Earned Income Tax Credit: The IRS defines the credit as “a refundable federal income tax credit for low to moderate income working individuals and families.” In other words, when the calculated credit is more than the dollar amount of taxes owed, the payer qualifies for the credit. The EITC is particularly helpful to families bringing in a low level of income. According to the Tax Policy Center, families “with three or more children may receive a credit of up to $5,891 in 2012.”
Capital Gains Tax: A tax on any profits made through the transfer or sale of assets. The level of taxation depends on the length of the gains (short-term versus long-term). Short-term gains are defined as assets held less than a year and are taxed at a higher rate than long-term investments. The level of taxation on profit gains versus the tax rate on earned income, since 1950, “have generally been taxed at a lower rate than income, to spur investment.”
The 1%: This past presidential election discussed the top 1% of income earners in the U.S. but many wonder just what income bracket that percent is. According to the Washington Post, as of 2010, the top 1% “had a minimum income of $516,633.” With the economy slowing over the last five years, the income threshold for the 1% has decreased more than $100,000 dollars since 2007.

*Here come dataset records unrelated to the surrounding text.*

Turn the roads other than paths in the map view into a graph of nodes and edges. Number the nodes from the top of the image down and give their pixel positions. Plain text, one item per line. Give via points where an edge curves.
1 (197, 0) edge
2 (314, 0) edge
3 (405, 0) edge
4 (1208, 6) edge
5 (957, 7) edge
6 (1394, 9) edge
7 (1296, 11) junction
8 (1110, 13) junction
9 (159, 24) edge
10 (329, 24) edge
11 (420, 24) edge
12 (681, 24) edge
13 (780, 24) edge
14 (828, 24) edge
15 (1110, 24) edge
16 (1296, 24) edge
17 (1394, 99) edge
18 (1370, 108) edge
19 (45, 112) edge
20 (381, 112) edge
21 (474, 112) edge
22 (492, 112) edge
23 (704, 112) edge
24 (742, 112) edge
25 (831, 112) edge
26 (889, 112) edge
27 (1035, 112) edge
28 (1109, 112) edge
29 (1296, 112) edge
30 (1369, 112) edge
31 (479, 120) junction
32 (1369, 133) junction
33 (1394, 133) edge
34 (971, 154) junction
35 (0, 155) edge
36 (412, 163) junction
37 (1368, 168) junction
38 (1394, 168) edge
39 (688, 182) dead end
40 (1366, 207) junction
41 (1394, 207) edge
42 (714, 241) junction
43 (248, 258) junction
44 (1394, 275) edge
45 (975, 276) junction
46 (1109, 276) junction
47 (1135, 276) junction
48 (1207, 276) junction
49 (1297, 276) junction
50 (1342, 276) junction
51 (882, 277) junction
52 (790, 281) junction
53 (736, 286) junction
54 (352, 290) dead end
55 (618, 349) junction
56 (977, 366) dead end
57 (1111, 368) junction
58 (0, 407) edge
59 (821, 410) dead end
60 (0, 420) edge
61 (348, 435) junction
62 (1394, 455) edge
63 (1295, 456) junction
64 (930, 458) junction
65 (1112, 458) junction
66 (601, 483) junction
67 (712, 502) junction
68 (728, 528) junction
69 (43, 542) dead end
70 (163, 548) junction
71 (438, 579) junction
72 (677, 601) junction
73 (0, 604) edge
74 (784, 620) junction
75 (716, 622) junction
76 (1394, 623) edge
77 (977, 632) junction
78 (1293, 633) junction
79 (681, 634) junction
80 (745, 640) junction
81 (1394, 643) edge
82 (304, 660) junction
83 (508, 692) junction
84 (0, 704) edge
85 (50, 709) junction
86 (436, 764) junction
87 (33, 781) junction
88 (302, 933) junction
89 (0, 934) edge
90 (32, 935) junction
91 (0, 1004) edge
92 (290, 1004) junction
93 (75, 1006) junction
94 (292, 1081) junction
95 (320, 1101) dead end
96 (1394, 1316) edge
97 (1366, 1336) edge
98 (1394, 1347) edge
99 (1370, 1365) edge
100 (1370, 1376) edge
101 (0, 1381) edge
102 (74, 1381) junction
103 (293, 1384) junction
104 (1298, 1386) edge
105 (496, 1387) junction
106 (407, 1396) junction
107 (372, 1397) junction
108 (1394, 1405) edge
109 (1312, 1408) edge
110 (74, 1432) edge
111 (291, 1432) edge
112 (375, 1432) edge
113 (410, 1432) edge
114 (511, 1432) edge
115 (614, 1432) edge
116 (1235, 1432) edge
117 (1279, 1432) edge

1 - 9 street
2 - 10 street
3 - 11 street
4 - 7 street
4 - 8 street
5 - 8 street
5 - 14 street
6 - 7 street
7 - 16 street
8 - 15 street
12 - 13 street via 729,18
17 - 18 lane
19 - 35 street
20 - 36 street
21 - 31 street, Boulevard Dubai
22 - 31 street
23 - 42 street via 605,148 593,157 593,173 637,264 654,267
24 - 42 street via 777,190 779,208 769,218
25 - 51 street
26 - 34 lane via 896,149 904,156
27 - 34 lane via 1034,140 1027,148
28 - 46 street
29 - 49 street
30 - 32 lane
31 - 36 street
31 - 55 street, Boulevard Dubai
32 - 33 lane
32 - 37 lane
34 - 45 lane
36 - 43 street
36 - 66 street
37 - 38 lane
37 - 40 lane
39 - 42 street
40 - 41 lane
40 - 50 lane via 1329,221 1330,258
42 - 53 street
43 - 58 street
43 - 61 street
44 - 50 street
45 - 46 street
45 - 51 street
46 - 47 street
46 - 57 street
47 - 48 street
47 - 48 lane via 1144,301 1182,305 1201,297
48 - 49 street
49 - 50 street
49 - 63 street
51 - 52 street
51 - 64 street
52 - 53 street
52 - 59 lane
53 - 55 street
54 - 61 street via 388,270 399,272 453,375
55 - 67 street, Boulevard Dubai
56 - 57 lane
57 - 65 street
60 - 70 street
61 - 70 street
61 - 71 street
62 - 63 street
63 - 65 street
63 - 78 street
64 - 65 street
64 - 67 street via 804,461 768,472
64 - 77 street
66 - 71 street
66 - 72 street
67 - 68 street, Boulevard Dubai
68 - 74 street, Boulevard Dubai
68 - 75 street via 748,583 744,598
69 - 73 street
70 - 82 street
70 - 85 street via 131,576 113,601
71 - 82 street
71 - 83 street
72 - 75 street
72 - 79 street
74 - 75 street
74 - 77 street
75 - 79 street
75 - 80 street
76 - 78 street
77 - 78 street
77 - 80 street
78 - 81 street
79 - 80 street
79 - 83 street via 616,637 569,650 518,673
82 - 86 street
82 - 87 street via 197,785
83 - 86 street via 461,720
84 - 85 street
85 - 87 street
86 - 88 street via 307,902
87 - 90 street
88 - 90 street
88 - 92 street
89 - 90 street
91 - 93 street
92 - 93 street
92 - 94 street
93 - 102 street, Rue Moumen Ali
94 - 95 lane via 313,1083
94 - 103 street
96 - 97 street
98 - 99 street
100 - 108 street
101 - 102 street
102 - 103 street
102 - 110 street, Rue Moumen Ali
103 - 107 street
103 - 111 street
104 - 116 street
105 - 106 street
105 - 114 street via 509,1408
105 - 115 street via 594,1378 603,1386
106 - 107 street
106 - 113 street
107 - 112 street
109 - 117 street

Payroll Tax Holiday: In 2011 and again in 2012, President Obama and Congress lowered the rate at which individuals pay into Social Security, from 6.2% of income to 4.2%. As part of the “Fiscal Cliff” avoidance deal Congress passed on December 31st, 2012, the Holiday has come to an end. As has been widely reported, Social Security is in dire financial straights, and the extra revenue is meant to help alleviate some of the concerns about the fund. Rep. Kevin Brady of Texas was quoted saying, ”I think there’s a growing consensus that Congress and the president can’t continue to divert such a critical revenue stream from Social Security.”
Charitable Deduction: Individuals and couples are offered line-item deductions on donations to charity and not-for-profit organizations. The standard rule of thumb on the amount one can deduct from their taxes is up to 50% of income for cash donations. With the passage of the “Fiscal Cliff deal,” which raised tax rates for those making more than $400,000, some voiced concern that the rate increase would mean less deduction incentives for charity. Some camps believe this deal should not affect charitable deductions, others are worried.